### About this exercise
Retype each line below precisely and omit all images.

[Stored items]
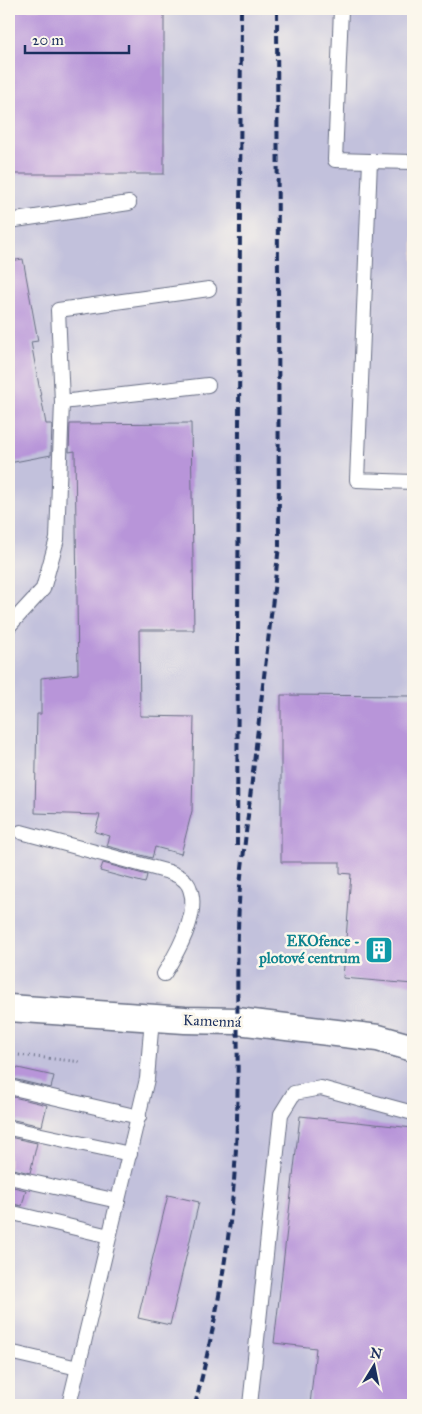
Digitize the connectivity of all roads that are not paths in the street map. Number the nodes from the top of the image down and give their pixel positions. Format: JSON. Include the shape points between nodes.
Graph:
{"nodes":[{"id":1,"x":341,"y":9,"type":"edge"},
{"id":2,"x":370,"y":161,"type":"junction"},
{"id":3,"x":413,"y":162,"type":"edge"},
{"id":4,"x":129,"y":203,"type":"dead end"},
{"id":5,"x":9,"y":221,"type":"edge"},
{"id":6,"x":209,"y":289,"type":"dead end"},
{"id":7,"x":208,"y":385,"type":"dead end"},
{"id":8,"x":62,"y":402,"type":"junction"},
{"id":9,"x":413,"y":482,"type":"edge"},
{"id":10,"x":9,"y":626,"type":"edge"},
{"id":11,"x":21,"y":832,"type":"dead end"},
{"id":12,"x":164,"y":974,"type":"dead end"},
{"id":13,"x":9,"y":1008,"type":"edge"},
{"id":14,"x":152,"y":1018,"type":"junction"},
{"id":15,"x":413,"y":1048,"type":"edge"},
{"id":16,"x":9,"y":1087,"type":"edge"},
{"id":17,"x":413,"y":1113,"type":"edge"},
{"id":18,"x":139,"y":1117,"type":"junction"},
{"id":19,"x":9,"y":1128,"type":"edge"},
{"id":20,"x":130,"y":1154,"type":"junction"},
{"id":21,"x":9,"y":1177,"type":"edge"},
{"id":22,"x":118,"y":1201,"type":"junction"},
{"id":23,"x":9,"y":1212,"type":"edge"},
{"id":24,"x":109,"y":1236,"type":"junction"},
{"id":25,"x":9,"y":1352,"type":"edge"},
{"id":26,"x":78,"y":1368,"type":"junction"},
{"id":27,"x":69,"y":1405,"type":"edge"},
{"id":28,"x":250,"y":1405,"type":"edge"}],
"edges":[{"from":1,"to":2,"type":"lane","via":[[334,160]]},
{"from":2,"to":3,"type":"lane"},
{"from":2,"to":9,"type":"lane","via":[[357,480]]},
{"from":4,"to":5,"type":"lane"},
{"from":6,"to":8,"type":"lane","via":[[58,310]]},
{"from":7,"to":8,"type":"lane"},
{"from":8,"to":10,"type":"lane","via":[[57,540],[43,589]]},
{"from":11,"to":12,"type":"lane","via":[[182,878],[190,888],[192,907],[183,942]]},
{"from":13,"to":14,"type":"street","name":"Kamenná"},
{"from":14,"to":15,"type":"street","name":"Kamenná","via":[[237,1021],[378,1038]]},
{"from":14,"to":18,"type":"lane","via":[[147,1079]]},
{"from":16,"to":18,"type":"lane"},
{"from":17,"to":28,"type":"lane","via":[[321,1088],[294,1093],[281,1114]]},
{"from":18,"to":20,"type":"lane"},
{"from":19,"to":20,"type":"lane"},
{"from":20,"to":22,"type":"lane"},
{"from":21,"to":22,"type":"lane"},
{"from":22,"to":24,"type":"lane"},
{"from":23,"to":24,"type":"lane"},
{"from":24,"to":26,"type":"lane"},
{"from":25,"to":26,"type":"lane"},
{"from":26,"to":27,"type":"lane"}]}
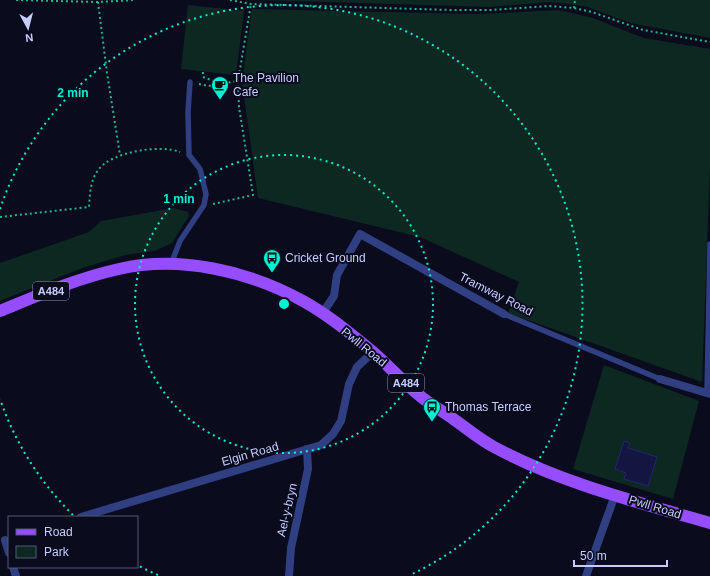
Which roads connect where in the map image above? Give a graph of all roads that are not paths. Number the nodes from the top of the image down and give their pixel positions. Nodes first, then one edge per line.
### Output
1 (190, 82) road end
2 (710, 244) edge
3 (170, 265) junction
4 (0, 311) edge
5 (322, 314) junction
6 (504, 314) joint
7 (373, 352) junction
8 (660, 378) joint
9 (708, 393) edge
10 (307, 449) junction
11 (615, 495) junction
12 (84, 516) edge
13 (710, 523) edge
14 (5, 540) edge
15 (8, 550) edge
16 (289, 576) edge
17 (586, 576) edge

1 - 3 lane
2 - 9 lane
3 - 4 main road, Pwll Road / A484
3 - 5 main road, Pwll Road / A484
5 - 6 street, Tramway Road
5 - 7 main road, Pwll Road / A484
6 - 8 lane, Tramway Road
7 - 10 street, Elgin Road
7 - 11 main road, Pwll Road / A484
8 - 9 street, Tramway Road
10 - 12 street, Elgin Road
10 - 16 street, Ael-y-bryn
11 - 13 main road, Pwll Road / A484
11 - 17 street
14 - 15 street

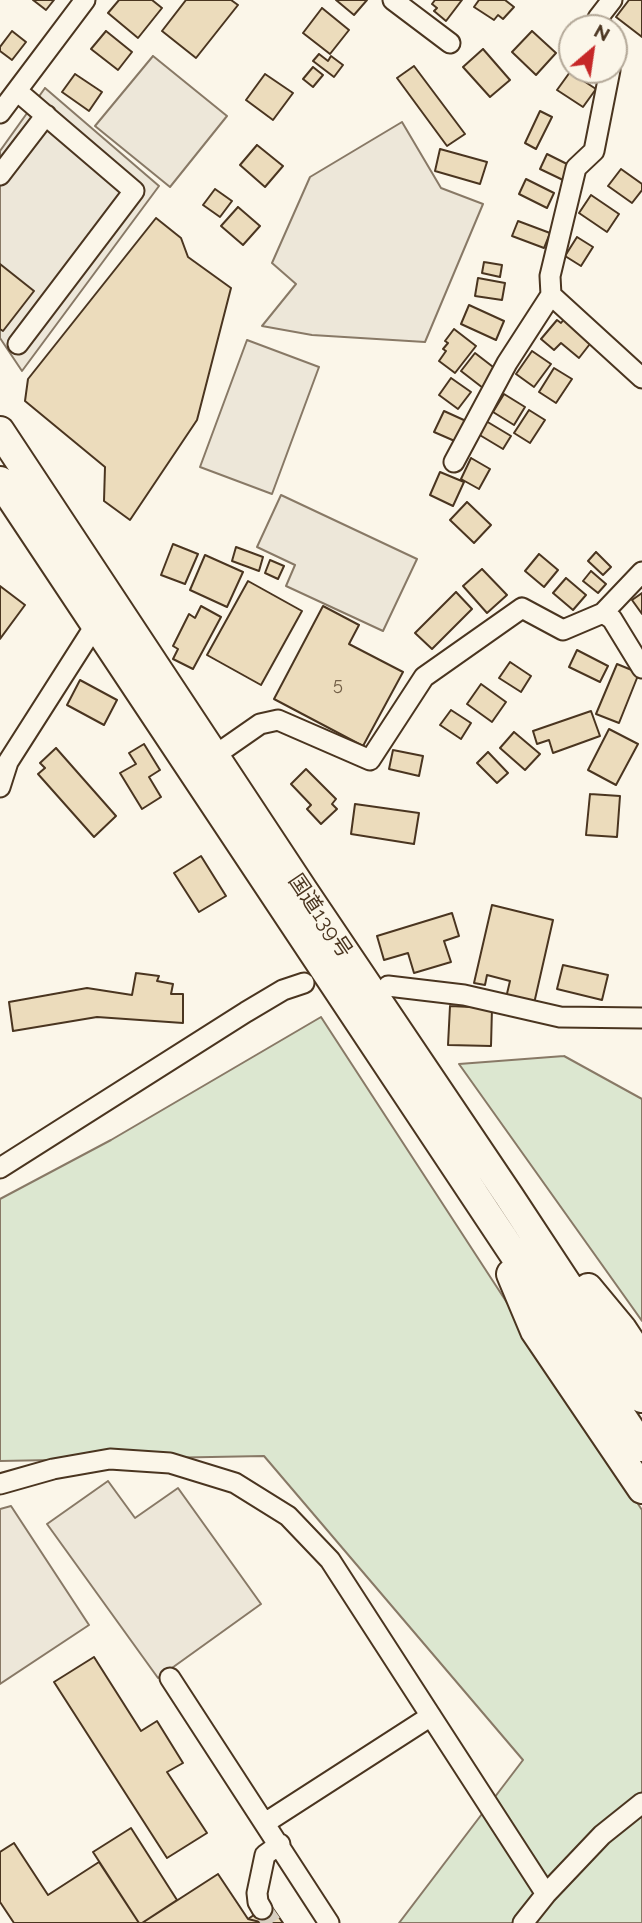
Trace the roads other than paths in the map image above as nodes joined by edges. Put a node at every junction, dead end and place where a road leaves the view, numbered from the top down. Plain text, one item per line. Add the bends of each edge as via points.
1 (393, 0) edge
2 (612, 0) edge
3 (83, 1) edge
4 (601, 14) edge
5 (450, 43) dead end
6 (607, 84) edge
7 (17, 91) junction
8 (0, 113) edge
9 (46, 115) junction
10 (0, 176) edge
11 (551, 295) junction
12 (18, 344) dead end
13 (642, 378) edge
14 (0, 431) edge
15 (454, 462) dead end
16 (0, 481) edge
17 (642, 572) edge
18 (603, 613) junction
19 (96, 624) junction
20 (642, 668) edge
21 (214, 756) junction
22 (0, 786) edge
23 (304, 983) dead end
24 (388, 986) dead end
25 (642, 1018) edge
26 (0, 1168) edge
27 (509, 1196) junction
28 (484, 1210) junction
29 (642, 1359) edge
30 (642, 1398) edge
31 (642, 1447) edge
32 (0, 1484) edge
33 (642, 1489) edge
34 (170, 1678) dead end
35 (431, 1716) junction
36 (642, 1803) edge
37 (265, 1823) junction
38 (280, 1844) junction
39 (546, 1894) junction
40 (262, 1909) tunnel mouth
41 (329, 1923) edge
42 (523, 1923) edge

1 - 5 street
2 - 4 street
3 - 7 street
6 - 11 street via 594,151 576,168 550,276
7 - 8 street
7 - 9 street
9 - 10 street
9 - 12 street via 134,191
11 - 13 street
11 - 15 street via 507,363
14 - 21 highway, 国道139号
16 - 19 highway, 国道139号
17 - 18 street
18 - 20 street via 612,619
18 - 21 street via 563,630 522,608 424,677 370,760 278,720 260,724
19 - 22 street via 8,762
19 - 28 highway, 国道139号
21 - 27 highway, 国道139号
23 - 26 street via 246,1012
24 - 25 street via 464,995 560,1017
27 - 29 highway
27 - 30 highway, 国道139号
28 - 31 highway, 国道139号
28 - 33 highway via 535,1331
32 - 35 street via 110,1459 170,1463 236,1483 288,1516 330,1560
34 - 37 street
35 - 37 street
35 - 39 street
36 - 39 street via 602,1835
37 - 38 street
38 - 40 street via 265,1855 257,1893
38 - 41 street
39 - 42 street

### Answer for the task
Digitize the connectivity of all roads that are not paths in the street map. Number the nodes from the top of the image down and give their pixel positions. Format: JSON. Include the shape points between nodes.
Graph:
{"nodes":[{"id":1,"x":341,"y":9,"type":"edge"},
{"id":2,"x":370,"y":161,"type":"junction"},
{"id":3,"x":413,"y":162,"type":"edge"},
{"id":4,"x":129,"y":203,"type":"dead end"},
{"id":5,"x":9,"y":221,"type":"edge"},
{"id":6,"x":209,"y":289,"type":"dead end"},
{"id":7,"x":208,"y":385,"type":"dead end"},
{"id":8,"x":62,"y":402,"type":"junction"},
{"id":9,"x":413,"y":482,"type":"edge"},
{"id":10,"x":9,"y":626,"type":"edge"},
{"id":11,"x":21,"y":832,"type":"dead end"},
{"id":12,"x":164,"y":974,"type":"dead end"},
{"id":13,"x":9,"y":1008,"type":"edge"},
{"id":14,"x":152,"y":1018,"type":"junction"},
{"id":15,"x":413,"y":1048,"type":"edge"},
{"id":16,"x":9,"y":1087,"type":"edge"},
{"id":17,"x":413,"y":1113,"type":"edge"},
{"id":18,"x":139,"y":1117,"type":"junction"},
{"id":19,"x":9,"y":1128,"type":"edge"},
{"id":20,"x":130,"y":1154,"type":"junction"},
{"id":21,"x":9,"y":1177,"type":"edge"},
{"id":22,"x":118,"y":1201,"type":"junction"},
{"id":23,"x":9,"y":1212,"type":"edge"},
{"id":24,"x":109,"y":1236,"type":"junction"},
{"id":25,"x":9,"y":1352,"type":"edge"},
{"id":26,"x":78,"y":1368,"type":"junction"},
{"id":27,"x":69,"y":1405,"type":"edge"},
{"id":28,"x":250,"y":1405,"type":"edge"}],
"edges":[{"from":1,"to":2,"type":"lane","via":[[334,160]]},
{"from":2,"to":3,"type":"lane"},
{"from":2,"to":9,"type":"lane","via":[[357,480]]},
{"from":4,"to":5,"type":"lane"},
{"from":6,"to":8,"type":"lane","via":[[58,310]]},
{"from":7,"to":8,"type":"lane"},
{"from":8,"to":10,"type":"lane","via":[[57,540],[43,589]]},
{"from":11,"to":12,"type":"lane","via":[[182,878],[190,888],[192,907],[183,942]]},
{"from":13,"to":14,"type":"street","name":"Kamenná"},
{"from":14,"to":15,"type":"street","name":"Kamenná","via":[[237,1021],[378,1038]]},
{"from":14,"to":18,"type":"lane","via":[[147,1079]]},
{"from":16,"to":18,"type":"lane"},
{"from":17,"to":28,"type":"lane","via":[[321,1088],[294,1093],[281,1114]]},
{"from":18,"to":20,"type":"lane"},
{"from":19,"to":20,"type":"lane"},
{"from":20,"to":22,"type":"lane"},
{"from":21,"to":22,"type":"lane"},
{"from":22,"to":24,"type":"lane"},
{"from":23,"to":24,"type":"lane"},
{"from":24,"to":26,"type":"lane"},
{"from":25,"to":26,"type":"lane"},
{"from":26,"to":27,"type":"lane"}]}
Which roads connect where in the map image above? Give a graph of all roads that are not paths. Number the nodes from the top of the image down and give their pixel positions. Nodes first, then one edge per line.
### Output
1 (190, 82) road end
2 (710, 244) edge
3 (170, 265) junction
4 (0, 311) edge
5 (322, 314) junction
6 (504, 314) joint
7 (373, 352) junction
8 (660, 378) joint
9 (708, 393) edge
10 (307, 449) junction
11 (615, 495) junction
12 (84, 516) edge
13 (710, 523) edge
14 (5, 540) edge
15 (8, 550) edge
16 (289, 576) edge
17 (586, 576) edge

1 - 3 lane
2 - 9 lane
3 - 4 main road, Pwll Road / A484
3 - 5 main road, Pwll Road / A484
5 - 6 street, Tramway Road
5 - 7 main road, Pwll Road / A484
6 - 8 lane, Tramway Road
7 - 10 street, Elgin Road
7 - 11 main road, Pwll Road / A484
8 - 9 street, Tramway Road
10 - 12 street, Elgin Road
10 - 16 street, Ael-y-bryn
11 - 13 main road, Pwll Road / A484
11 - 17 street
14 - 15 street

Trace the roads other than paths in the map image above as nodes joined by edges. Put a node at every junction, dead end and place where a road leaves the view, numbered from the top down. Plain text, one item per line. Add the bends of each edge as via points.
1 (393, 0) edge
2 (612, 0) edge
3 (83, 1) edge
4 (601, 14) edge
5 (450, 43) dead end
6 (607, 84) edge
7 (17, 91) junction
8 (0, 113) edge
9 (46, 115) junction
10 (0, 176) edge
11 (551, 295) junction
12 (18, 344) dead end
13 (642, 378) edge
14 (0, 431) edge
15 (454, 462) dead end
16 (0, 481) edge
17 (642, 572) edge
18 (603, 613) junction
19 (96, 624) junction
20 (642, 668) edge
21 (214, 756) junction
22 (0, 786) edge
23 (304, 983) dead end
24 (388, 986) dead end
25 (642, 1018) edge
26 (0, 1168) edge
27 (509, 1196) junction
28 (484, 1210) junction
29 (642, 1359) edge
30 (642, 1398) edge
31 (642, 1447) edge
32 (0, 1484) edge
33 (642, 1489) edge
34 (170, 1678) dead end
35 (431, 1716) junction
36 (642, 1803) edge
37 (265, 1823) junction
38 (280, 1844) junction
39 (546, 1894) junction
40 (262, 1909) tunnel mouth
41 (329, 1923) edge
42 (523, 1923) edge

1 - 5 street
2 - 4 street
3 - 7 street
6 - 11 street via 594,151 576,168 550,276
7 - 8 street
7 - 9 street
9 - 10 street
9 - 12 street via 134,191
11 - 13 street
11 - 15 street via 507,363
14 - 21 highway, 国道139号
16 - 19 highway, 国道139号
17 - 18 street
18 - 20 street via 612,619
18 - 21 street via 563,630 522,608 424,677 370,760 278,720 260,724
19 - 22 street via 8,762
19 - 28 highway, 国道139号
21 - 27 highway, 国道139号
23 - 26 street via 246,1012
24 - 25 street via 464,995 560,1017
27 - 29 highway
27 - 30 highway, 国道139号
28 - 31 highway, 国道139号
28 - 33 highway via 535,1331
32 - 35 street via 110,1459 170,1463 236,1483 288,1516 330,1560
34 - 37 street
35 - 37 street
35 - 39 street
36 - 39 street via 602,1835
37 - 38 street
38 - 40 street via 265,1855 257,1893
38 - 41 street
39 - 42 street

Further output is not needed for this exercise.